Escape room locations in the USUS online dating industry revenue
Between 2014 and 2022, escape room locations and online dating revenue both expanded rapidly in the United States, correlating at 0.9661 across nine data points. The connection is not as spurious as it first appears: both industries sell the experience of being locked in a confined space with strangers and desperately trying to figure out whether you're compatible. The escape room at least has the decency to provide a time limit. Online dating, by contrast, offers no such mercy—you can swipe indefinitely, and the only puzzle is why none of the answers seem right. Both businesses thrive on hope, social anxiety, and the willingness to pay for an experience that may or may not end well.
Escape rooms arrived in the US around 2013–2014 and grew explosively, from fewer than 50 locations to over 2,300 by 2019, driven by the experience economy, social media shareability, and group entertainment demand.

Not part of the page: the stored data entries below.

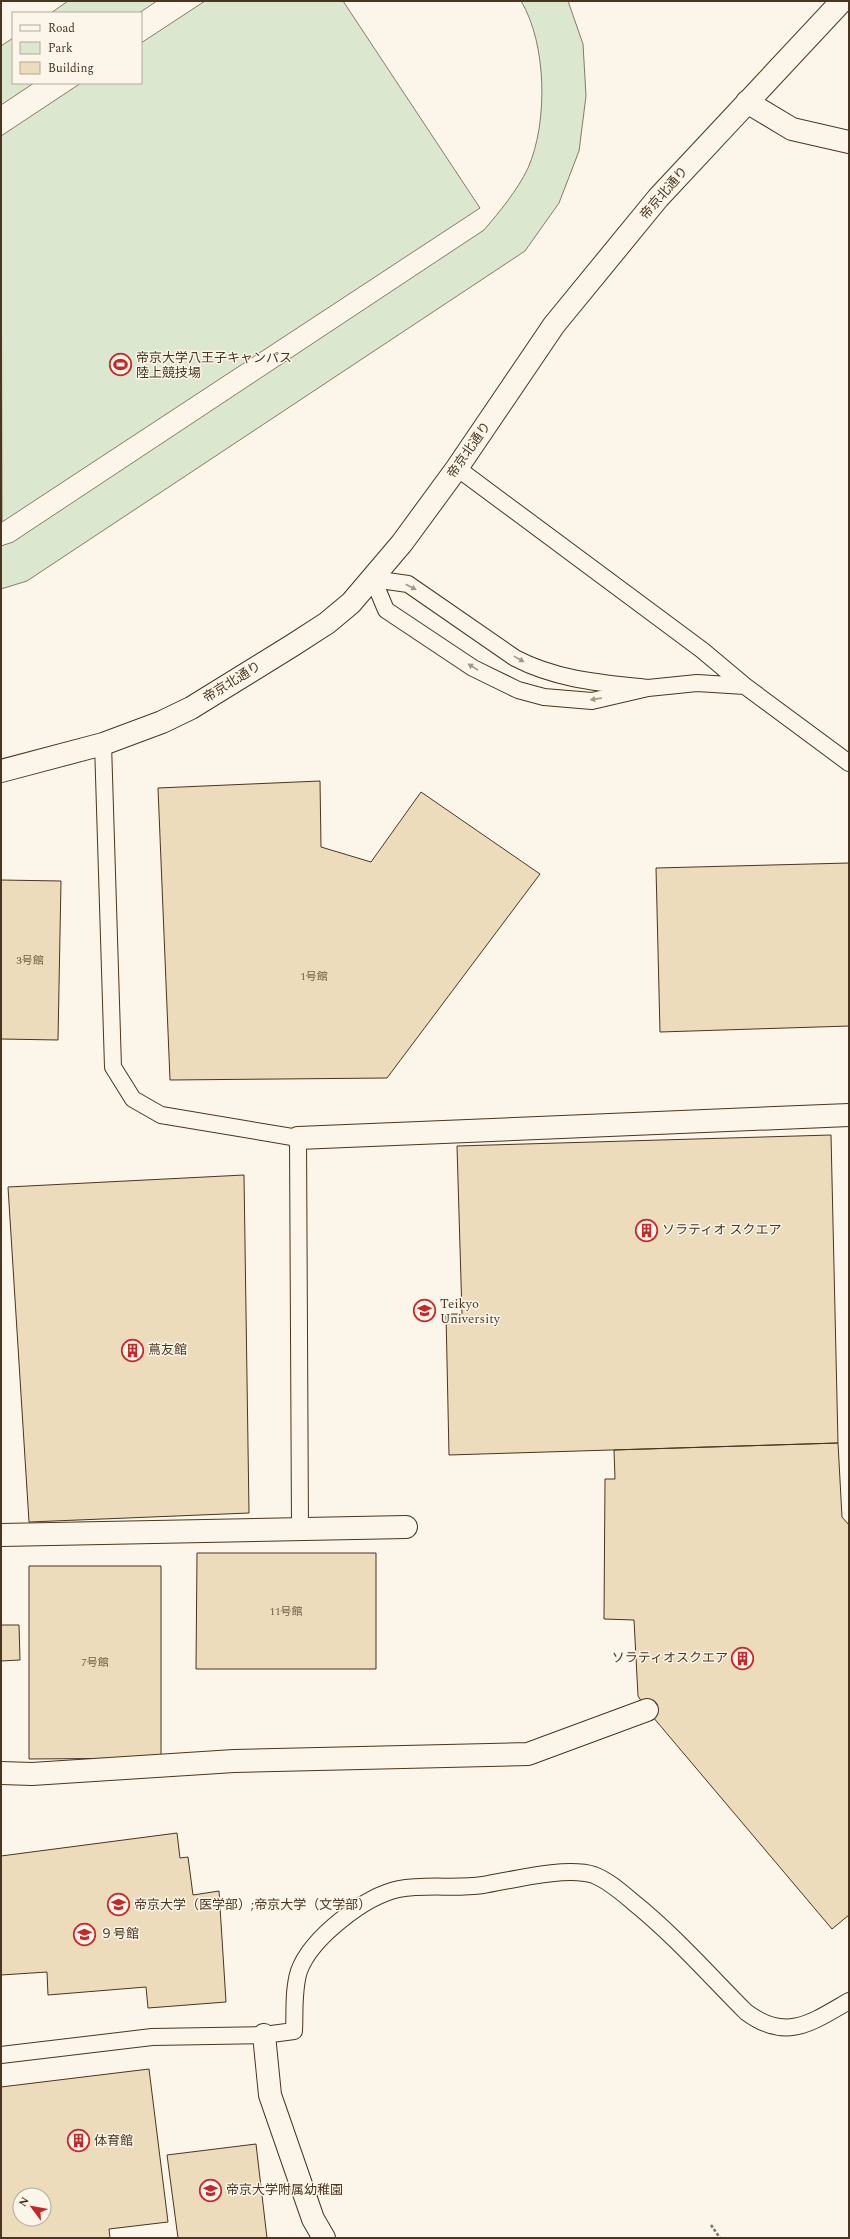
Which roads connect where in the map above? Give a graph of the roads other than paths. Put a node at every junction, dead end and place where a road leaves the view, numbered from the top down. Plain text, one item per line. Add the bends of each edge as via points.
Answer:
1 (842, 1) edge
2 (747, 102) junction
3 (849, 142) edge
4 (457, 468) junction
5 (373, 579) junction
6 (745, 686) junction
7 (648, 688) junction
8 (103, 744) junction
9 (849, 763) edge
10 (1, 771) edge
11 (849, 1115) edge
12 (298, 1138) junction
13 (406, 1527) dead end
14 (300, 1529) junction
15 (1, 1535) edge
16 (647, 1710) dead end
17 (1, 1773) edge
18 (849, 2001) edge
19 (264, 2035) junction
20 (1, 2055) edge
21 (324, 2238) edge

1 - 2 street, 帝京北通り
2 - 3 street via 792,129
2 - 4 street, 帝京北通り via 658,198 554,325
4 - 5 street, 帝京北通り
4 - 6 lane via 702,650
5 -> 7 lane via 408,584 515,658 534,668 577,681
7 -> 5 lane via 592,701 544,697 518,690 473,668 386,610
5 - 8 street, 帝京北通り via 351,603 327,623 191,708
6 - 7 lane via 696,683
6 - 9 lane
8 - 10 street, 帝京北通り
8 - 12 lane via 113,1067 133,1099 161,1115
11 - 12 street
12 - 14 lane
13 - 14 street
14 - 15 street
16 - 17 street via 528,1754 234,1761 32,1774
18 - 19 lane via 810,2024 792,2028 772,2026 758,2021 652,1917 609,1882 593,1875 571,1871 470,1887 399,1889 372,1899 328,1932 307,1955 299,1972 296,1988 294,2031
19 - 20 lane via 152,2037
19 - 21 street via 270,2095 313,2219

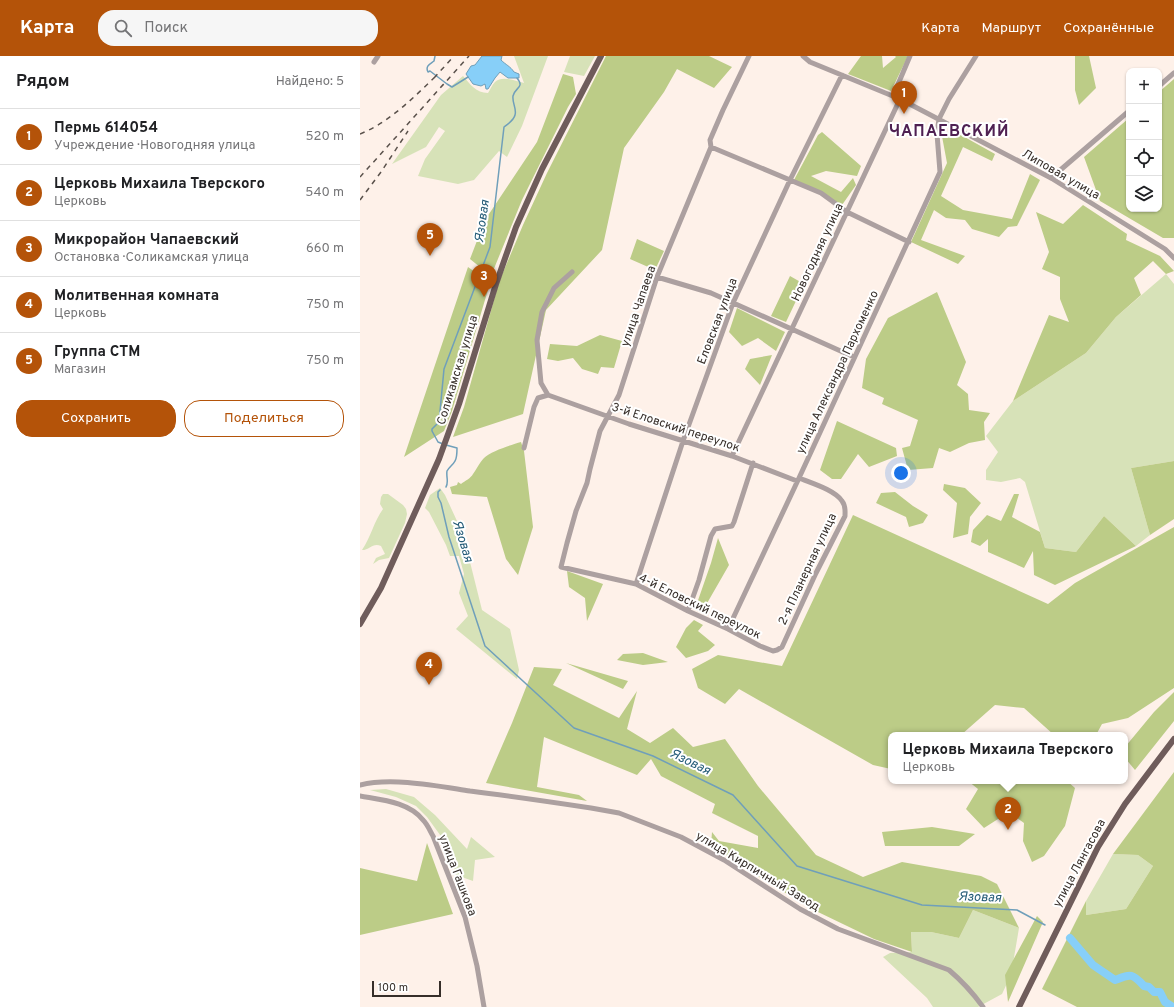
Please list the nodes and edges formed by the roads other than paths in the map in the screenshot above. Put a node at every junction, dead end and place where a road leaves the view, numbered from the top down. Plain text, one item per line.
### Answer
1 (378, 56) edge
2 (601, 56) edge
3 (749, 56) edge
4 (803, 56) edge
5 (910, 56) edge
6 (976, 56) edge
7 (374, 62) dead end
8 (1174, 73) edge
9 (842, 75) junction
10 (1162, 83) edge
11 (900, 99) junction
12 (1126, 115) edge
13 (939, 119) junction
14 (711, 148) junction
15 (1051, 178) junction
16 (790, 180) junction
17 (847, 212) junction
18 (909, 242) junction
19 (1174, 258) edge
20 (572, 272) dead end
21 (657, 277) junction
22 (733, 303) junction
23 (792, 329) junction
24 (854, 357) junction
25 (548, 395) junction
26 (608, 416) junction
27 (683, 441) junction
28 (524, 448) dead end
29 (732, 456) junction
30 (753, 464) junction
31 (798, 480) junction
32 (561, 568) joint
33 (636, 584) junction
34 (688, 611) junction
35 (360, 624) edge
36 (728, 629) junction
37 (782, 647) joint
38 (1174, 739) edge
39 (360, 785) edge
40 (360, 796) edge
41 (484, 1007) edge
42 (983, 1007) edge
43 (1019, 1007) edge

1 - 7 street
2 - 35 main road, Соликамская улица
3 - 14 street, улица Чапаева
4 - 9 street, Липовая улица
5 - 11 street, Новогодняя улица
6 - 13 street
8 - 10 street
9 - 11 street, Липовая улица
9 - 16 street, Еловская улица
11 - 13 street, Липовая улица
11 - 17 street, Новогодняя улица
12 - 15 street
13 - 15 street, Липовая улица
13 - 18 street, улица Александра Пархоменко
14 - 16 street
14 - 21 street, улица Чапаева
15 - 19 street, Липовая улица
16 - 17 street
16 - 22 street, Еловская улица
17 - 18 street
17 - 23 street, Новогодняя улица
18 - 24 street, улица Александра Пархоменко
20 - 25 street
21 - 22 street
21 - 26 street, улица Чапаева
22 - 23 street
22 - 27 street, Еловская улица
23 - 24 street
23 - 29 street, Новогодняя улица
24 - 31 street, улица Александра Пархоменко
25 - 26 street, 3-й Еловский переулок
25 - 28 street
26 - 27 street, 3-й Еловский переулок
26 - 32 street, улица Чапаева
27 - 29 street, 3-й Еловский переулок
27 - 33 street, Еловская улица
29 - 30 street, 3-й Еловский переулок
30 - 31 street, 3-й Еловский переулок
30 - 34 street
31 - 36 street, улица Александра Пархоменко
31 - 37 street, 2-я Планерная улица
32 - 33 street, 4-й Еловский переулок
33 - 34 street, 4-й Еловский переулок
34 - 36 street, 4-й Еловский переулок
36 - 37 street, 4-й Еловский переулок
38 - 43 main road, улица Лянгасова
39 - 42 street, улица Кирпичный Завод
40 - 41 street, улица Гашкова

The industry contracted during COVID but partially recovered by 2022. Online dating revenue grew from approximately $2 billion in 2014 to over $5 billion by 2022, driven by smartphone adoption, the mainstreaming of apps like Tinder and Hinge, and the normalization of digital matchmaking. Both are experience-economy businesses that grew during the same window of smartphone-enabled, socially-mediated consumer spending.
Two industries born from the same cultural moment—smartphones, the experience economy, and a willingness to pay for social connection—will grow in parallel even without direct interaction. The escape room and the dating app are siblings, not spouses: same parents, different lives.